The Remington and Mossberg both shot very well also. Pricing ranges from $300 – $600 for these rifles. You can upgrade all of them as you go and get the money, however, an inexpensive Bushnell scope will get you on paper well for around $200 or less.
There you have my list, again, subjective, absolutely! But realistic, also ABSOLUTELY!
*Why don’t I use a shotgun, this is an interesting question with a VERY simple answer. Here is my response. I have grade v spondylolisthesis (since I was 12- and yes I worked for over two decades full time with grade IV before it went to grade V), nerve damage down my left leg below the knee and in my right leg is permanent and severe.

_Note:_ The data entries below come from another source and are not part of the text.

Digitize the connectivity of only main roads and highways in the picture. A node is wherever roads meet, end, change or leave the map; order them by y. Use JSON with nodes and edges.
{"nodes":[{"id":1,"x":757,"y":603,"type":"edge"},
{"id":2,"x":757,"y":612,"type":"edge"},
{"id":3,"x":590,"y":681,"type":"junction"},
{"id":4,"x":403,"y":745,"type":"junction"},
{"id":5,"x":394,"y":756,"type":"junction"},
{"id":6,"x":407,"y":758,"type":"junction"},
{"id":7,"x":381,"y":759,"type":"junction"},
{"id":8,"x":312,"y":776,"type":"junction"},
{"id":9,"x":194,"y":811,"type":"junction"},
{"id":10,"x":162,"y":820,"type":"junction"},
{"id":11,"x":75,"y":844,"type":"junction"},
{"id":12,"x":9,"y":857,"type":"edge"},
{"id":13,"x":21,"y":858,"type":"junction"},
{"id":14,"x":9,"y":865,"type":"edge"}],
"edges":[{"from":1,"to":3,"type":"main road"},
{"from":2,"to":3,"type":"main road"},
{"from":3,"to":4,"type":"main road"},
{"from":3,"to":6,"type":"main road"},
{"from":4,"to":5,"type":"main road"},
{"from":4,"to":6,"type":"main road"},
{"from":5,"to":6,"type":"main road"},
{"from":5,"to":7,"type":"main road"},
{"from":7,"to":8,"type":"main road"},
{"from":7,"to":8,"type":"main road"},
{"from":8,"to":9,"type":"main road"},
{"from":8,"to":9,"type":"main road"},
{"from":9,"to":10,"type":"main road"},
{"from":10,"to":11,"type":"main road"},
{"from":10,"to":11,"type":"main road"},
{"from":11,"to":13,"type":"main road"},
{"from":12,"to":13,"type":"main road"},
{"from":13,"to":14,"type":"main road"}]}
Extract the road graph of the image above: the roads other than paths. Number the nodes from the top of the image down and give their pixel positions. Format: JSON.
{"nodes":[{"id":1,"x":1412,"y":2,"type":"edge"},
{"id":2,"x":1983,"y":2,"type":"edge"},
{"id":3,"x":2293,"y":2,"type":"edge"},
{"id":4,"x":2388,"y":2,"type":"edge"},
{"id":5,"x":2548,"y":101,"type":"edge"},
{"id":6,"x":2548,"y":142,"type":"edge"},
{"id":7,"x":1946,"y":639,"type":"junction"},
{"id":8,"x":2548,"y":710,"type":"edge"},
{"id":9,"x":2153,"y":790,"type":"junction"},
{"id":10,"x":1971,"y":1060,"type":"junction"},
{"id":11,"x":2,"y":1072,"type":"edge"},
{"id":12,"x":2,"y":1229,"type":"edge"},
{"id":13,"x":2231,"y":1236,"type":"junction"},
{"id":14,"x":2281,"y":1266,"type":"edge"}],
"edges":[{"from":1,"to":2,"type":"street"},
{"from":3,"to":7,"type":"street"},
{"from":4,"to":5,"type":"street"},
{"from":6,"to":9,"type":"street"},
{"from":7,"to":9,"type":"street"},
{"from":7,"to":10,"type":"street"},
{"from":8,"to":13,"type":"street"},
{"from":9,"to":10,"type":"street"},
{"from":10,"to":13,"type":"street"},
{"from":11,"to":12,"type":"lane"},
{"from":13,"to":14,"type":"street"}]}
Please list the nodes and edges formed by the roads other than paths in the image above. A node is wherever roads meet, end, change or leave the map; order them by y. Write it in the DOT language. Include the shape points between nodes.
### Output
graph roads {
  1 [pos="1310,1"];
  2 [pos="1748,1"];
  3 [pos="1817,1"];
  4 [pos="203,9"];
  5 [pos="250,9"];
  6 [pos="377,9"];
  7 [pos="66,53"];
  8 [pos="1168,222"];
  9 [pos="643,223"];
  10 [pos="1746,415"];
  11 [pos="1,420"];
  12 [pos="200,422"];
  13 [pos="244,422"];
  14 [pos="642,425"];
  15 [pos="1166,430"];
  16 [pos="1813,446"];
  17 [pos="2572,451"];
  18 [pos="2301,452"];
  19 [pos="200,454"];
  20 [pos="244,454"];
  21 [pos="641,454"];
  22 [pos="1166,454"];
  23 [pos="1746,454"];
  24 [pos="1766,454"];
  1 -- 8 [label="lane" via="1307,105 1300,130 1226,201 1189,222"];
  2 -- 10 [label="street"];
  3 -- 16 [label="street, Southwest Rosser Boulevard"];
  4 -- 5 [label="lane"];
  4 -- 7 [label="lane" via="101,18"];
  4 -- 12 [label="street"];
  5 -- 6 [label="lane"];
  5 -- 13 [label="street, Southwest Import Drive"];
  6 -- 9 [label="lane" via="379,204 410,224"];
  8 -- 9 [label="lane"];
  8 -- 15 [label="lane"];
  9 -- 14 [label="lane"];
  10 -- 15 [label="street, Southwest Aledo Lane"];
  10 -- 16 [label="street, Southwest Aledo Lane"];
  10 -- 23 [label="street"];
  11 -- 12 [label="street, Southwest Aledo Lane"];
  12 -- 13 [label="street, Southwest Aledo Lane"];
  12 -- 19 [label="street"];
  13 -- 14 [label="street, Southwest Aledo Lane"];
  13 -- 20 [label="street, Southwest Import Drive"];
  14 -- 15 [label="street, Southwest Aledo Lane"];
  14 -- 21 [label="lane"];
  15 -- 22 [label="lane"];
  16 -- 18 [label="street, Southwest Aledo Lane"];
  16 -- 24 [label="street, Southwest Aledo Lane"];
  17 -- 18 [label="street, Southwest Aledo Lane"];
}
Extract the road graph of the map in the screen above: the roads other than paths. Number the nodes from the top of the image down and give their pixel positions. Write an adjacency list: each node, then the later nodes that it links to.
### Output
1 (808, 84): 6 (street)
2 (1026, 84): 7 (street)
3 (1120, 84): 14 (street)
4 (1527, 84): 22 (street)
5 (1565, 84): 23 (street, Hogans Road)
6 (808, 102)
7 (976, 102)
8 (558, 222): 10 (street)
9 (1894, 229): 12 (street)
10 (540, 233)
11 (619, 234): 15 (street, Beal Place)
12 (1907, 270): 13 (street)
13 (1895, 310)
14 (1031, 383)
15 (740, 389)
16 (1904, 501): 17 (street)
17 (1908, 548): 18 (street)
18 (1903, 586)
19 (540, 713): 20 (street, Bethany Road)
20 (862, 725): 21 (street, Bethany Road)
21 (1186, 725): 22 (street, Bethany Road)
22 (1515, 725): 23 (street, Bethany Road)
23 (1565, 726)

When I am tired or in pain (which is daily, pain can be a friend) I drag my feet and eventually my legs simply stop working. Literally, I fall straight down several times a week. Weight is NOT an option, shotguns of equal weight. 10 shotgun shells weigh the same as 200 rounds of .22lr or 50 rounds of 5.56.
Eating birds shot with a shotgun is a process filled with fun times and occasionally cleaning lead or steel shot out of your teeth. I can build a live trap for birds easily, that works and the parts are found growing around us.
As a self-defense weapon, it is NOT the “just aim at the general direction” that people like to say it is. Even from an 18” barrel, the shot WILL not spread enough at defensive distances to allow that approach and honestly if you have children or animals, why would you want stray shots anyhow. So there you go. An AR is MUCH easier to shoot far more accurately, as is a solid 9mm handgun.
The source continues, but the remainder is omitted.